LEGO Serious Play (LSP) represents one of the best starting points to arrive there, based on a combination of the latest findings from top business and design schools with C-level industry experience and top performers in management consulting. Whether you need to improve your ideation, align your internal communication or succeed in co-creation with your customers, these are very productive innovation tools to use.
LSP is designed to improve business performance at the intersection of hands-on and “minds-on” learning. One of the most useful introductions to this process involves a facilitated group dedicated to problem-solving. Team members answer complex questions by building 3D LEGO models to communicate their understanding of the topic. The various models form the foundation of deeper investigations, knowledge transfer and framing the best case solutions. The science of LSP has become well established over many years of research.

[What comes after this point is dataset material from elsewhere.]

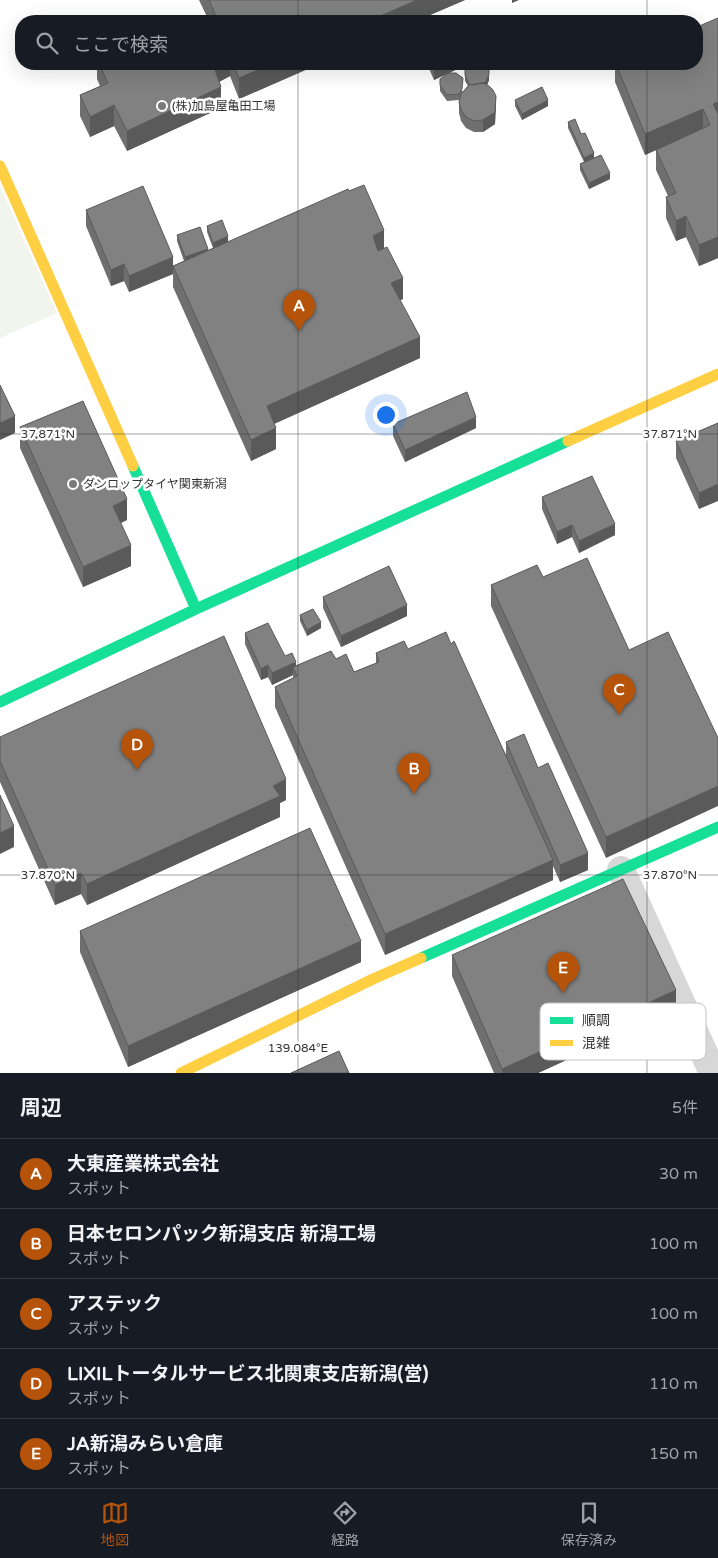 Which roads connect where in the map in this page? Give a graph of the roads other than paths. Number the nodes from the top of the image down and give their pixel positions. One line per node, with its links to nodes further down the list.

Four Areas of Excellence for LEGO Modeling
At the International Conference on Knowledge, Innovation & Enterprise, researchers presented a paper on “LEGO Serious Play applications to enhance creativity in participatory design.” This report detailed methodologies and results of two applications at the Università della Svizzera Italiana in Lugano, Switzerland. The conclusions were that LSP excelled at tasks such as:
- awakening latent creative energies to spur innovative thinking
- boosting the confidence level of participants in their creative potential
- providing an original approach to unique idea generation
- significantly improving communication/collaboration skills
The last point is the most salient for many businesses. LSP training makes it easier for people with complex ideas to communicate with their peers, and people tend to stay more focused on problem-solving. Advanced concepts within the digitalisation space are easier to make with a presentation to stakeholders using LEGO models. Another good example of how they can be instrumental is for the illustration of consequences, with external macro-analysis tools like PESTLED. Management specialists often use PESTLED as a shorthand for the political, economic, social, technological, legal, environmental and demographic implications that need be considered before embarking on large-scale innovations. Many businesses use a PESTLED analysis to fill in the Opportunities and Threats sections of SWOT frameworks with more robust specifications.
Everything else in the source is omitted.